What you have to do: Scan the entries below and extract each line with the word "view" in it.

The data:
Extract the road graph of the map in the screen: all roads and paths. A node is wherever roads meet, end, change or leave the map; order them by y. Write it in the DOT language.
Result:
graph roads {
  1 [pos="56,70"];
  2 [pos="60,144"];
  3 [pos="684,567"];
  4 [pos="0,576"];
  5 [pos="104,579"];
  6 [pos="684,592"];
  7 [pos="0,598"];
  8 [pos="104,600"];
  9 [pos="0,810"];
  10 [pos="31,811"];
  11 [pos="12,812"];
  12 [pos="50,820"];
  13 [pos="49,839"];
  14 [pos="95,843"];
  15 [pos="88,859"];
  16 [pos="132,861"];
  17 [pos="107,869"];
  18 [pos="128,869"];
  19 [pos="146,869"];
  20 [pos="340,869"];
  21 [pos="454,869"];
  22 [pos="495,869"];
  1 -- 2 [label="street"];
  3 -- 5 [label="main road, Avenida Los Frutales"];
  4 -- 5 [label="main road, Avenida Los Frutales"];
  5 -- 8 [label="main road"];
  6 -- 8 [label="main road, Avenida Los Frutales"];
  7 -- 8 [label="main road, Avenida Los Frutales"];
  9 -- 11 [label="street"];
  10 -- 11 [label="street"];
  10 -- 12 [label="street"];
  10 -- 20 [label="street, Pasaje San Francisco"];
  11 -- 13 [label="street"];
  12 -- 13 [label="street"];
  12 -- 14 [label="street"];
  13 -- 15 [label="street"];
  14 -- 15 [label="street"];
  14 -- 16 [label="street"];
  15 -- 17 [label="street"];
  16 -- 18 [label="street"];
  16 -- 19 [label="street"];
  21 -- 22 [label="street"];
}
---
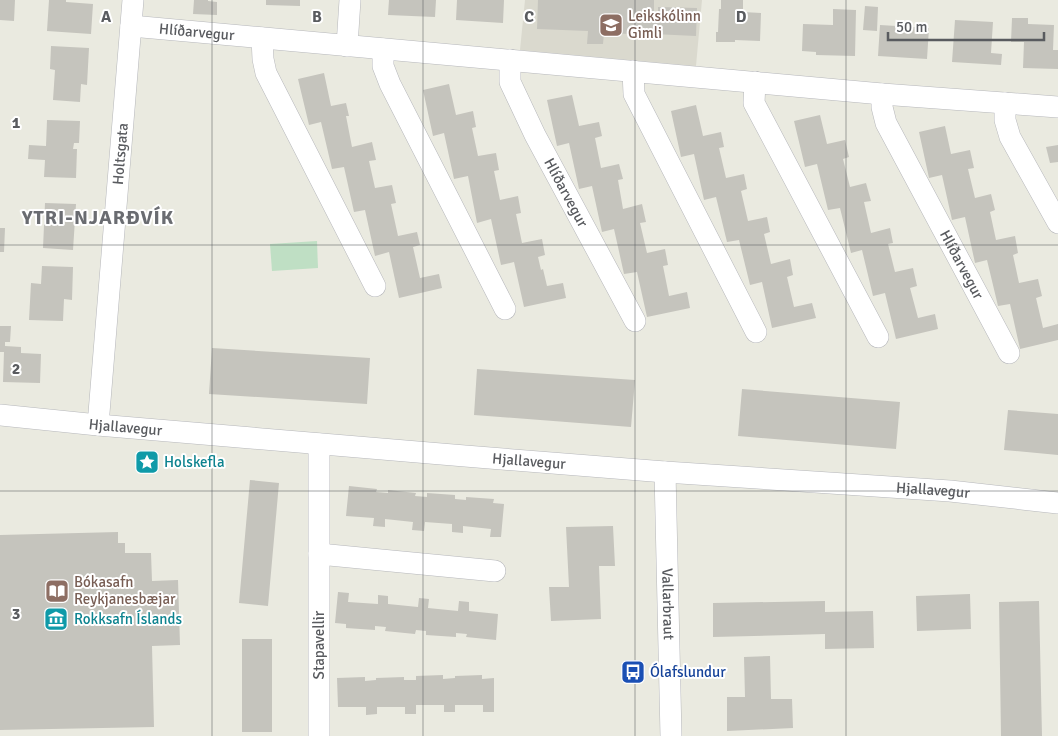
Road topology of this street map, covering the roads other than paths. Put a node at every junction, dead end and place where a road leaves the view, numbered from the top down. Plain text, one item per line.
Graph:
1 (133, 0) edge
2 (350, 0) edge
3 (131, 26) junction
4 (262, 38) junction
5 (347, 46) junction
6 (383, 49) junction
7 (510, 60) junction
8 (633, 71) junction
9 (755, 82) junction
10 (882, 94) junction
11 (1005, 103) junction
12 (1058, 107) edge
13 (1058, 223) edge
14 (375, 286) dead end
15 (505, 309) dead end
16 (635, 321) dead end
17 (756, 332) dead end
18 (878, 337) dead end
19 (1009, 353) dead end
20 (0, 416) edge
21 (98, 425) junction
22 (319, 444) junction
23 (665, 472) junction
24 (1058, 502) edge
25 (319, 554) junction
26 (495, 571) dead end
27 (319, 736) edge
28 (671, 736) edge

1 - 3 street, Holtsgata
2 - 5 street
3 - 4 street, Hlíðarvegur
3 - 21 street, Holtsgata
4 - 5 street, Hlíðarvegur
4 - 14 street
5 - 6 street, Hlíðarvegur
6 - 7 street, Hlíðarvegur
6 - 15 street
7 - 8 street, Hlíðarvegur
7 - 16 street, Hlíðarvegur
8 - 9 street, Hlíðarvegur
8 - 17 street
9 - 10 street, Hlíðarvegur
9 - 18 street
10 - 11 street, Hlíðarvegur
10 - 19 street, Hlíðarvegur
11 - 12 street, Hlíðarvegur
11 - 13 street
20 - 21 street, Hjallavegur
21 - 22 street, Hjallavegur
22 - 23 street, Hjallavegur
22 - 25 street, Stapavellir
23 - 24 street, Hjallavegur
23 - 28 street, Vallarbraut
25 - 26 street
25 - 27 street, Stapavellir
...
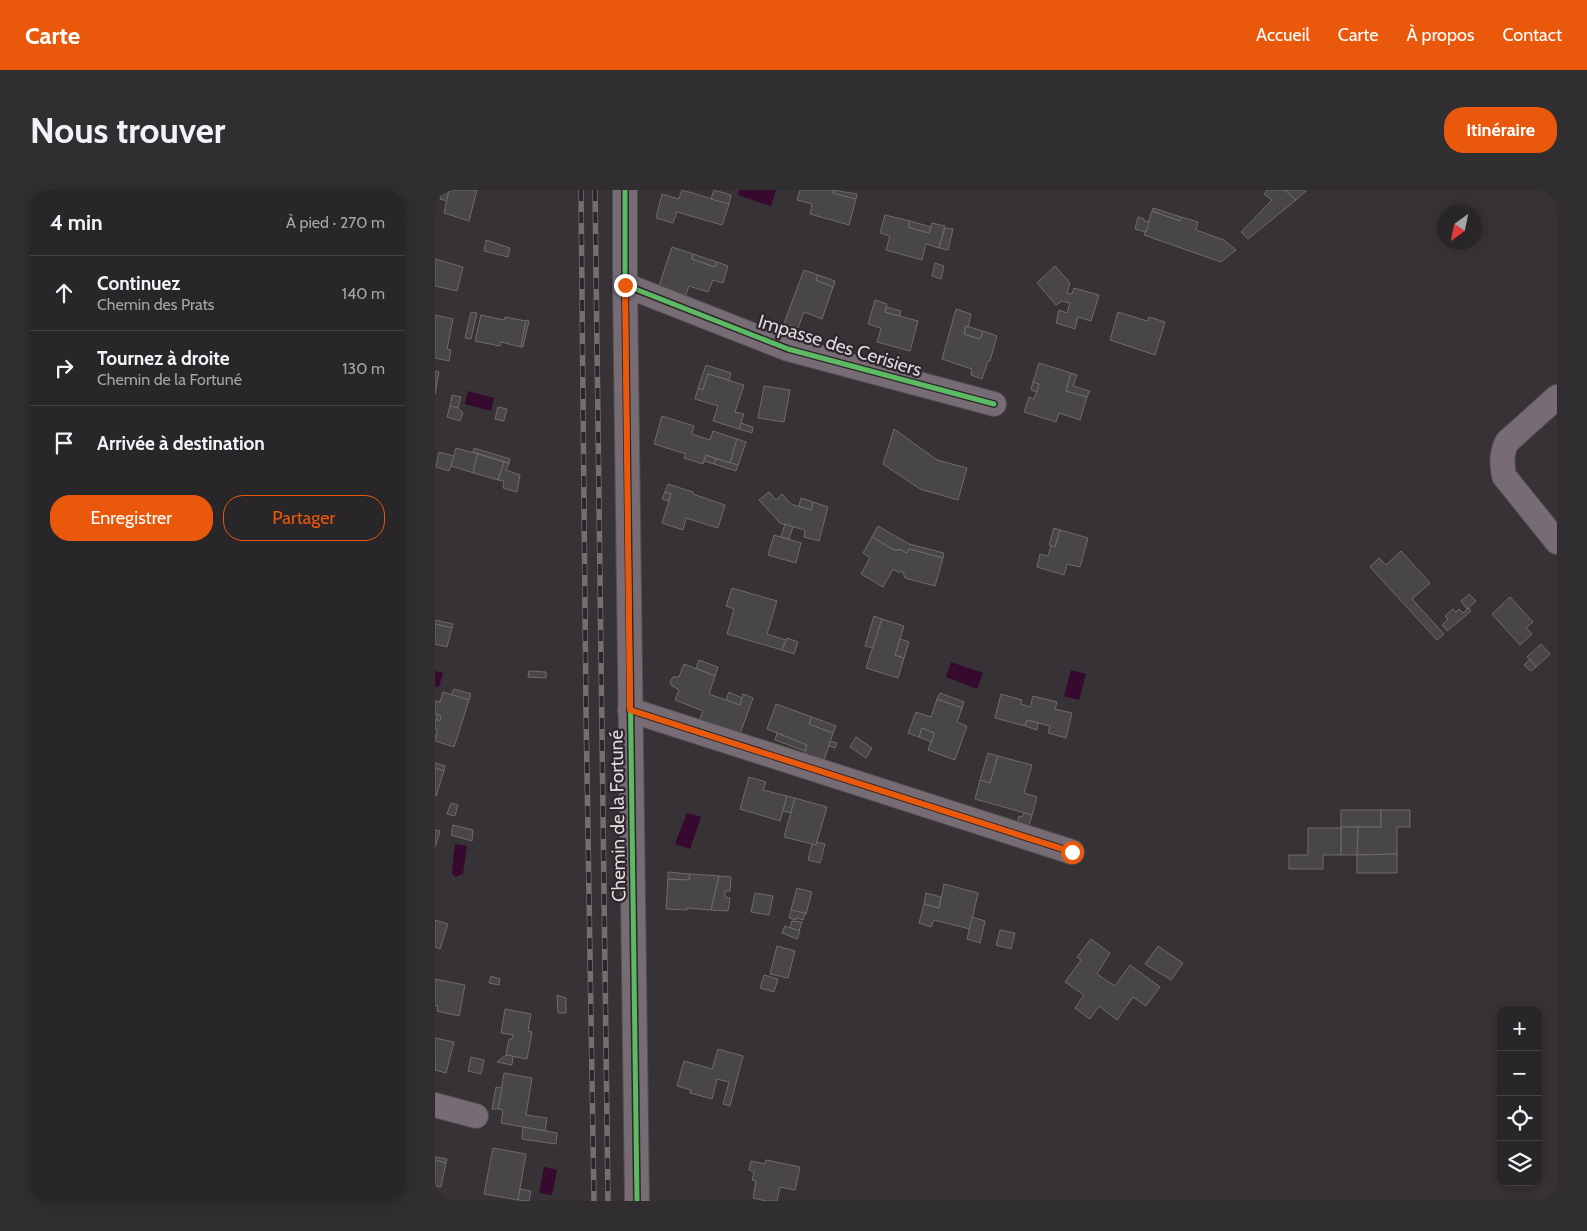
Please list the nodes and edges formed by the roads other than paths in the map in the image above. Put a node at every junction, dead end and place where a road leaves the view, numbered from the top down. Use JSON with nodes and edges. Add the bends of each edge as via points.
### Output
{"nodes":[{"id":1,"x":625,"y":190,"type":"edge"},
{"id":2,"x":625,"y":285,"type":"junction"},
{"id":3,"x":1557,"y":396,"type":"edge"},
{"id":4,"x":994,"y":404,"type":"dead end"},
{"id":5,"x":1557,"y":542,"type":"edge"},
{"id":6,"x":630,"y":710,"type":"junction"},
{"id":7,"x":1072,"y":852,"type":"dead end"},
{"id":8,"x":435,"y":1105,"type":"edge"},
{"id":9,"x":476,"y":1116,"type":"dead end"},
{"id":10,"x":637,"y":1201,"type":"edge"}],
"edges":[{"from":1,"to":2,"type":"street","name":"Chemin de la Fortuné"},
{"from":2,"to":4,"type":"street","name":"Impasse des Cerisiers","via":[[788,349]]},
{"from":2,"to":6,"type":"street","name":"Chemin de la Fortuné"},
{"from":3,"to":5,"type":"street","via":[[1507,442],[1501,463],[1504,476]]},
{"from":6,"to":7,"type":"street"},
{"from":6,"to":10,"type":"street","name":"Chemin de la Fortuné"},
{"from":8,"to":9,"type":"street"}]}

Response box:
Road topology of this street map, covering the roads other than paths. Put a node at every junction, dead end and place where a road leaves the view, numbered from the top down. Plain text, one item per line.
Please list the nodes and edges formed by the roads other than paths in the map in the image above. Put a node at every junction, dead end and place where a road leaves the view, numbered from the top down. Use JSON with nodes and edges. Add the bends of each edge as via points.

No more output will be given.